Опыт каждого ограничен – и в размерах данных ему способностей, и в составе изначально доступных ему содержаний. И каждый человек имеет задание растить, очищать и углублять свои способности и предметно проверять, умножать и углублять свое жизненное содержание; пренебрегая этим, он обрекает себя на духовное измельчание и оскудение. Но если таково призвание каждого человека, то для философствующего и учительствующего писателя сомнение в состоятельности и верности своего духовного опыта является первой обязанностью, священным требованием, основой бытия и творчества; пренебрегая этим требованием, он сам подрывает свое дело и превращает философское искание и исследование в субъективное излияние, а учительство – в пропаганду своего личного уклада со всеми его недостатками и ложными мнениями. Как бы ни был одарен человек, ему может нравиться дурное и уродливое; он может просмотреть глубокое и в безразличии пройти мимо священного и божественного; его одобрение не свидетельствует о достоинстве одобряемого; его порицание может быть основано на чисто личных отвращениях и пристрастиях или на панических уклонениях бессознательного (фобиях); его «убеждение» может быть продуктом отвлеченной выдумки, склонности к парадоксу, к умственной аффектации, к необузданному протесту или рисующейся стилизации. И беда, если опасность и недопустимость такого учительства ускользнет от философа; если религиозность не научит его умственному смирению; если он начнет благоговеть перед своими пристрастиями и отвращениями! Тогда вся его философия окажется в лучшем случае удачным самоописанием, как бы автопортретом его души, а его учение – призывом к воспроизведению этого портрета в других душах…

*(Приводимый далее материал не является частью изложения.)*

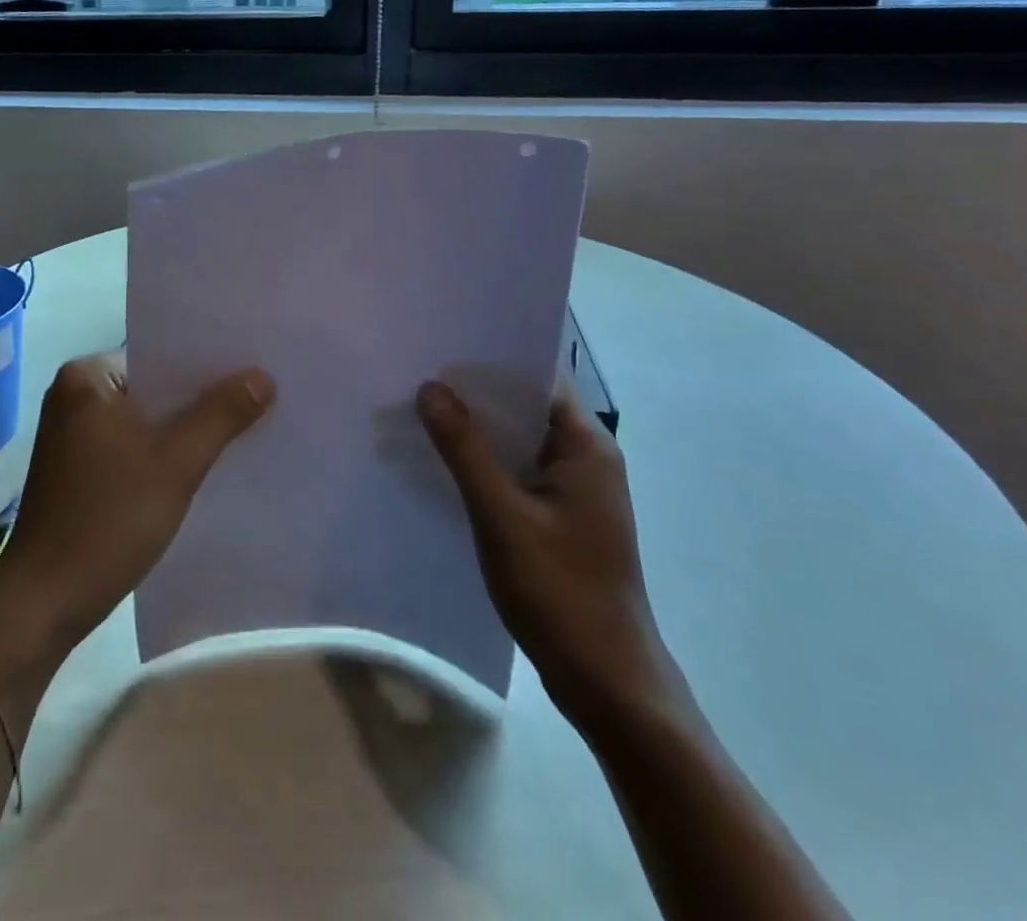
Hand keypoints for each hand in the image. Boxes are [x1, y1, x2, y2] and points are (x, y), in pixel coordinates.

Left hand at [0, 351, 275, 664]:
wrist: (42, 605)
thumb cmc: (106, 522)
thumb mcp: (175, 465)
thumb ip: (221, 415)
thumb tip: (263, 375)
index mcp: (87, 376)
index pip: (160, 353)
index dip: (209, 362)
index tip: (255, 365)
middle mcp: (74, 393)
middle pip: (154, 384)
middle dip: (201, 396)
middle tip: (260, 395)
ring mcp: (73, 431)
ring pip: (145, 416)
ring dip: (184, 426)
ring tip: (241, 425)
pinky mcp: (77, 465)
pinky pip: (132, 442)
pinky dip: (163, 450)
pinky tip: (201, 461)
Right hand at [417, 380, 683, 734]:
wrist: (608, 682)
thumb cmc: (560, 592)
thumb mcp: (502, 515)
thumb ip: (465, 448)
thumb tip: (431, 387)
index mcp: (586, 445)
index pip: (538, 376)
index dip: (491, 358)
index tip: (441, 345)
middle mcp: (586, 457)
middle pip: (525, 404)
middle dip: (474, 392)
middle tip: (417, 374)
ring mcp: (575, 489)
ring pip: (518, 439)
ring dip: (476, 428)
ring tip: (420, 411)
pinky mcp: (561, 516)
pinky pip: (517, 470)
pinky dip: (484, 461)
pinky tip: (443, 463)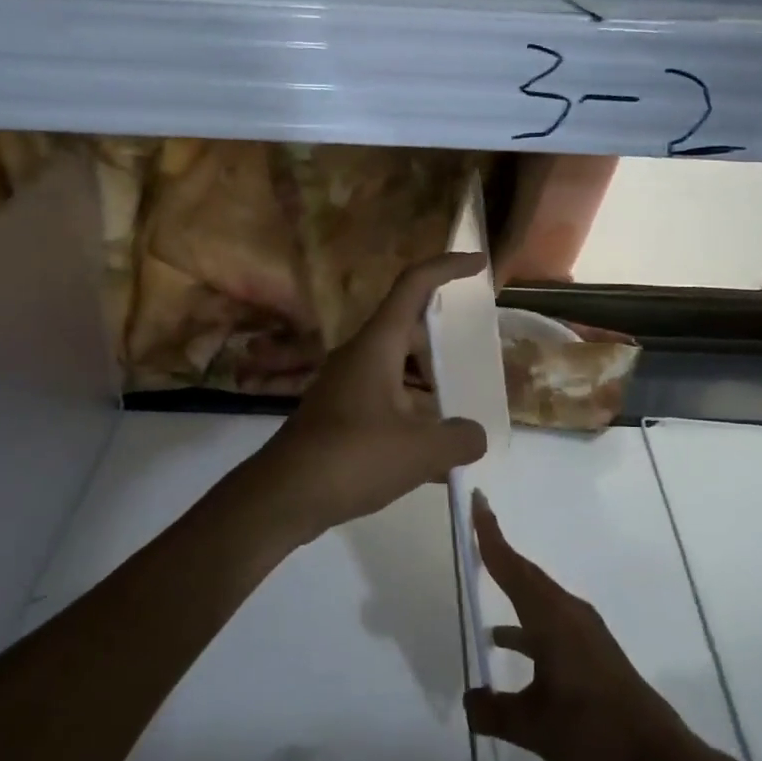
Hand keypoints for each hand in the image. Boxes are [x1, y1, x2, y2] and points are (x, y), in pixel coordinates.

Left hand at [254, 252, 488, 536]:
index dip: (447, 267)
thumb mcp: (419, 451)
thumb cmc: (351, 458)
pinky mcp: (339, 417)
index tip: (478, 264)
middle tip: (476, 357)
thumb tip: (476, 436)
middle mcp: (359, 357)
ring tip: (463, 411)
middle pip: (407, 331)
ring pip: (397, 371)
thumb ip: (459, 439)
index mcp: (376, 346)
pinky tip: (436, 459)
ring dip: (429, 386)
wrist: (283, 496)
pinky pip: (386, 404)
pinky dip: (412, 418)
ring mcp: (346, 388)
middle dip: (443, 341)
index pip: (413, 287)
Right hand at [464, 492, 694, 760]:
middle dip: (499, 550)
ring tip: (482, 585)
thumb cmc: (591, 731)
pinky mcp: (591, 649)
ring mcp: (583, 630)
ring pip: (538, 596)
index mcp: (551, 619)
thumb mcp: (532, 726)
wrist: (656, 758)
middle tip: (475, 527)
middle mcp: (568, 613)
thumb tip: (469, 700)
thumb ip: (492, 711)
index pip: (512, 567)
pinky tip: (505, 642)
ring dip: (512, 586)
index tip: (478, 500)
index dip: (490, 534)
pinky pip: (548, 619)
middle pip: (525, 573)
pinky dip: (524, 620)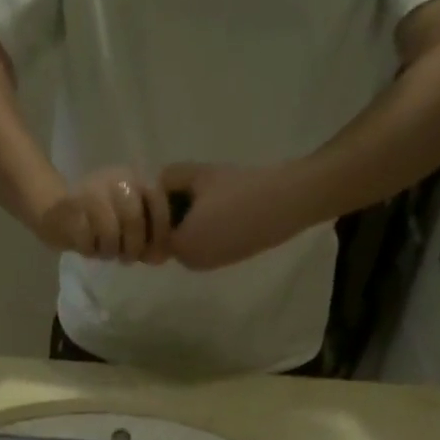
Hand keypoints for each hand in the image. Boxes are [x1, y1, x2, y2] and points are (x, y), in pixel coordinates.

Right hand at [34, 167, 173, 263]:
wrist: (53, 209)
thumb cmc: (97, 221)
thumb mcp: (127, 224)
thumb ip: (146, 236)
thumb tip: (161, 257)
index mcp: (134, 178)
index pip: (157, 199)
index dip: (160, 230)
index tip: (155, 254)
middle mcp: (115, 179)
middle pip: (134, 219)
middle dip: (133, 247)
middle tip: (126, 258)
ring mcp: (92, 191)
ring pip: (110, 232)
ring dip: (109, 251)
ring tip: (104, 252)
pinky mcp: (71, 208)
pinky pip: (88, 240)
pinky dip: (89, 250)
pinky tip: (87, 247)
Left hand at [159, 162, 313, 271]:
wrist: (285, 204)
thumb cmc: (239, 189)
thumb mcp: (199, 175)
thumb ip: (171, 179)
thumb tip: (158, 185)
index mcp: (180, 246)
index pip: (154, 230)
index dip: (160, 208)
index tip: (173, 187)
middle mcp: (190, 262)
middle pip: (170, 238)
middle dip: (174, 216)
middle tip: (190, 188)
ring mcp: (209, 264)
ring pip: (188, 241)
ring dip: (191, 222)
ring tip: (210, 195)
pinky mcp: (226, 261)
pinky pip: (206, 244)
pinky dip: (207, 228)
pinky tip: (224, 208)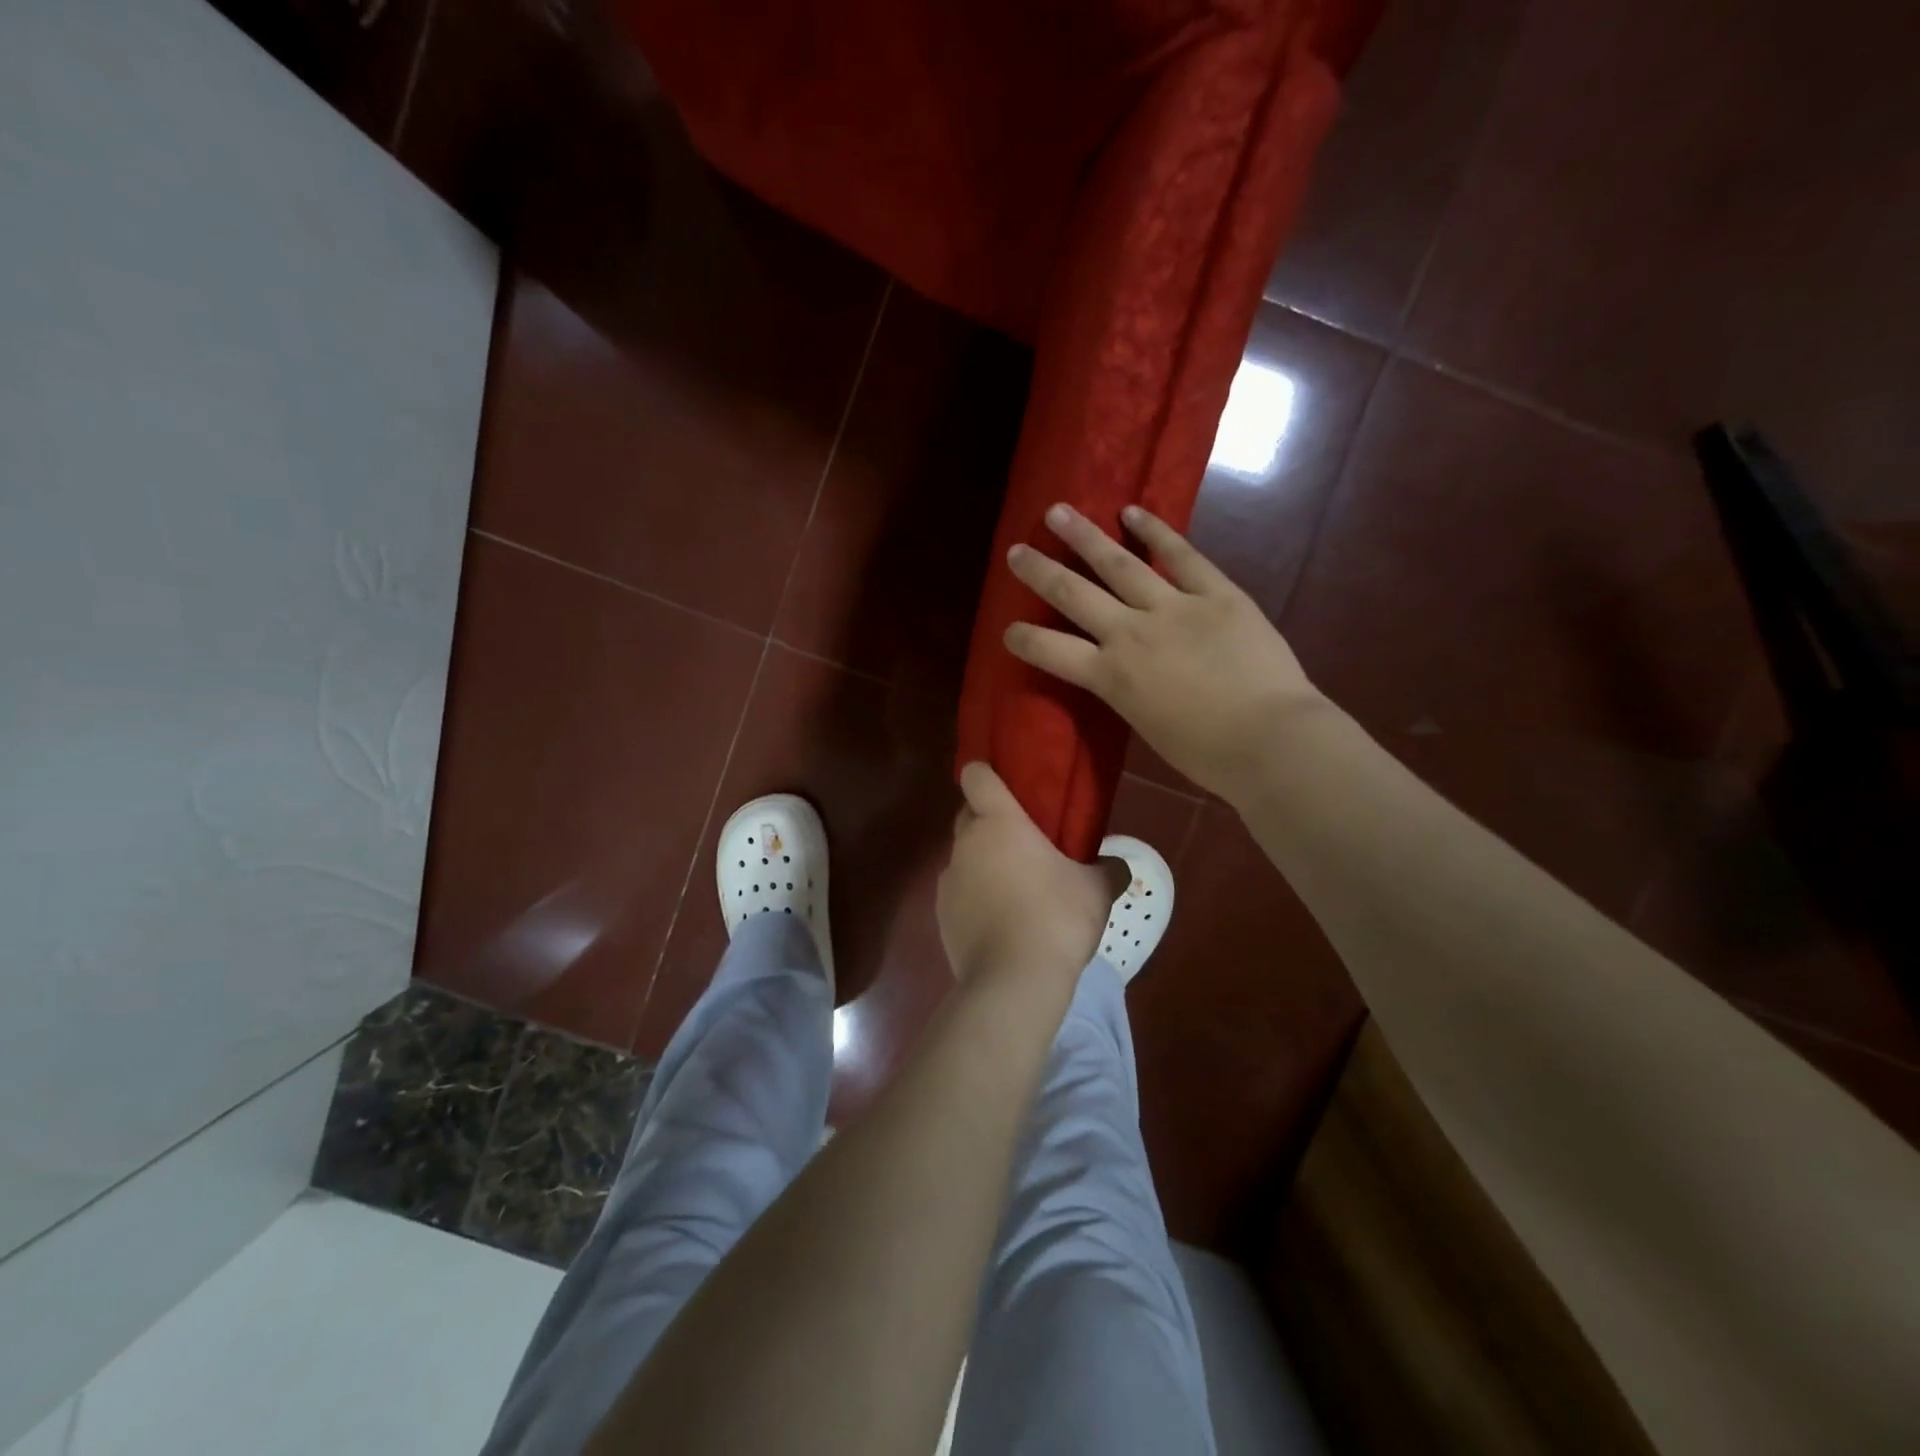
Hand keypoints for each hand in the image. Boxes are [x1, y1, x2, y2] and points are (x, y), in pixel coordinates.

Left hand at [937, 762, 1125, 984]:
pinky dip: (974, 897)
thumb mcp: (1097, 891)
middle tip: (1023, 842)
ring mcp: (948, 880)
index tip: (1004, 785)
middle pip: (968, 816)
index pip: (976, 776)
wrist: (1013, 981)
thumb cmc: (1057, 918)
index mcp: (999, 822)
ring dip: (982, 863)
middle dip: (988, 821)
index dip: (985, 774)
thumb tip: (1119, 865)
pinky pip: (958, 892)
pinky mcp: (940, 915)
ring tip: (1014, 888)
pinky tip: (999, 921)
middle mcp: (966, 843)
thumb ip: (1108, 870)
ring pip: (963, 856)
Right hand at [1004, 503, 1321, 800]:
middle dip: (1040, 573)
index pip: (1051, 652)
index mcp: (1111, 677)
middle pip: (1074, 596)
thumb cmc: (1207, 753)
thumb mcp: (1147, 726)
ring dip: (1084, 537)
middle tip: (1016, 551)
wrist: (1270, 739)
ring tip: (1058, 512)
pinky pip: (1181, 556)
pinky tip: (1133, 511)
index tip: (1008, 629)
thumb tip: (1125, 673)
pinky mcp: (1216, 593)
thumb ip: (1127, 692)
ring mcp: (1174, 608)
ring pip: (1118, 564)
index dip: (1024, 639)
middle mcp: (1130, 634)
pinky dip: (1156, 531)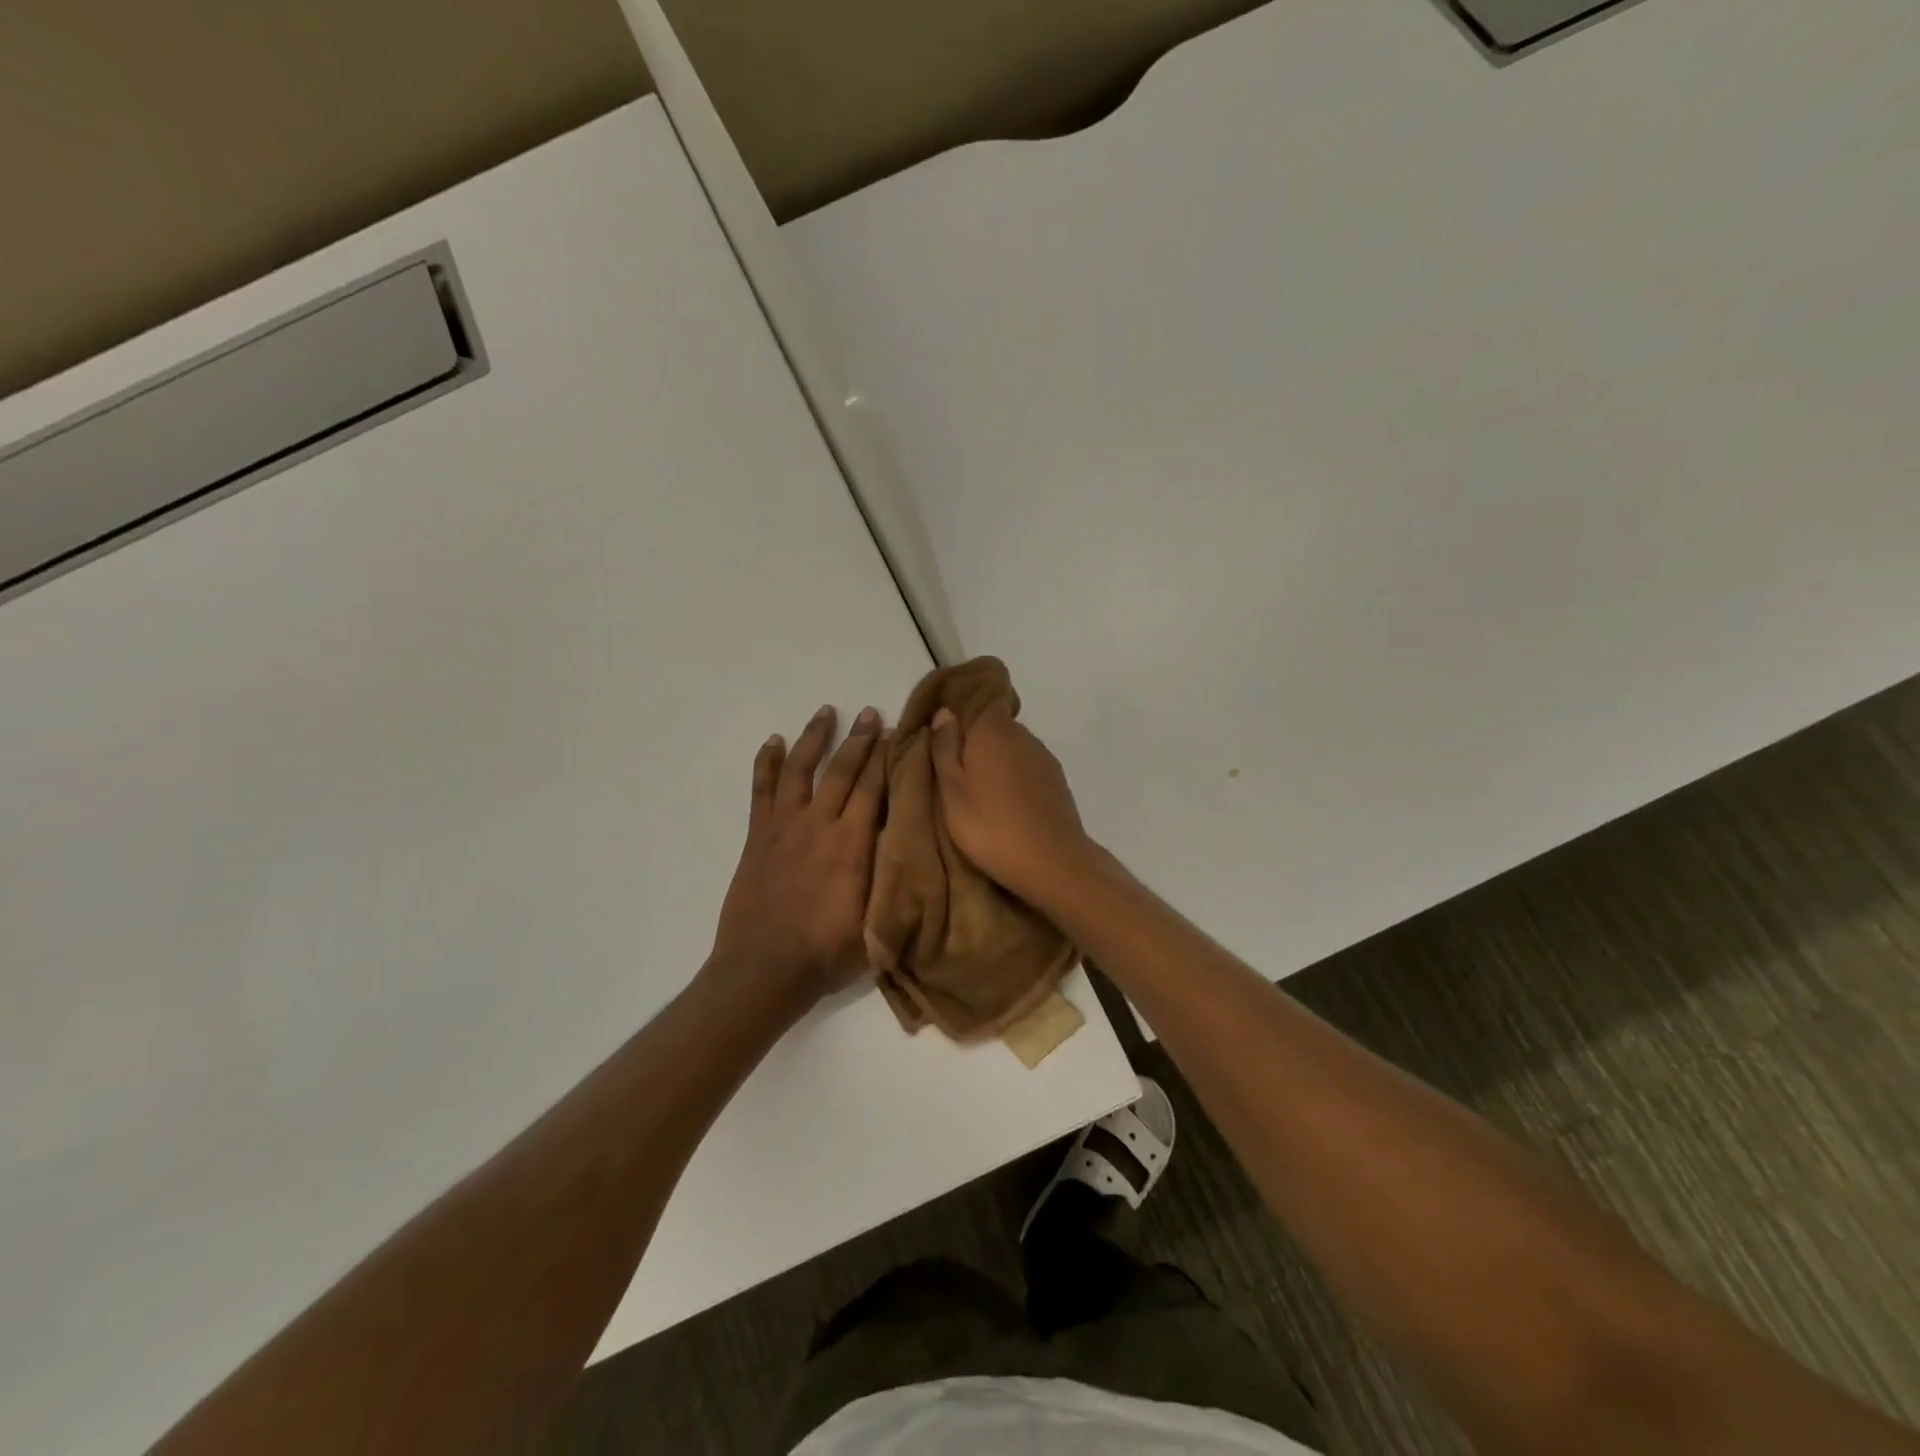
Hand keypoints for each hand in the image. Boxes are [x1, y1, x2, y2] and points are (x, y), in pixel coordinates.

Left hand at [710, 704, 886, 1008]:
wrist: (765, 969)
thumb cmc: (828, 952)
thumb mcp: (876, 920)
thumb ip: (892, 878)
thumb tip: (910, 843)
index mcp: (853, 843)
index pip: (875, 787)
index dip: (887, 758)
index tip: (897, 733)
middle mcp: (821, 824)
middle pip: (843, 770)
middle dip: (860, 739)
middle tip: (871, 713)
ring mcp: (785, 826)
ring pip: (801, 769)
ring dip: (814, 738)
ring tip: (825, 711)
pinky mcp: (759, 836)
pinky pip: (762, 790)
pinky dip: (767, 763)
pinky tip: (772, 742)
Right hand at [928, 701, 1095, 905]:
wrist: (1053, 862)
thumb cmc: (990, 826)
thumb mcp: (952, 791)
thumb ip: (945, 749)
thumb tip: (945, 712)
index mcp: (993, 731)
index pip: (982, 697)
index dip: (964, 705)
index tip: (946, 726)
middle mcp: (1022, 735)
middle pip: (995, 724)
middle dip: (975, 738)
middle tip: (953, 766)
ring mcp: (1043, 758)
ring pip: (1012, 747)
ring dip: (995, 759)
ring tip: (977, 789)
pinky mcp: (1056, 781)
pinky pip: (1026, 766)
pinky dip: (1013, 776)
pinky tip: (1003, 802)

Для того чтобы учить, например, о соотношении «зла» и «любви», недостаточно «представлять себе» то, что обычно представляют себе при этом философски неискушенные обыватели: «зло» совсем не совпадает с тем, что «меня возмущает», или что «меня особенно возмущает», или что «меня всегда возмущает»; «любовь» совсем не есть «жалостливое содрогание при виде чужого мучения», или «удовлетворение от чужого удовлетворения», или «желание всегда владеть тем, что нравится», и т. д. Если мыслитель успокаивается на таком или подобном этому истолковании, да к тому же еще мнит себя обладателем последней истины, то он обеспечивает себе трагикомический результат в виде претенциозного лжеучения.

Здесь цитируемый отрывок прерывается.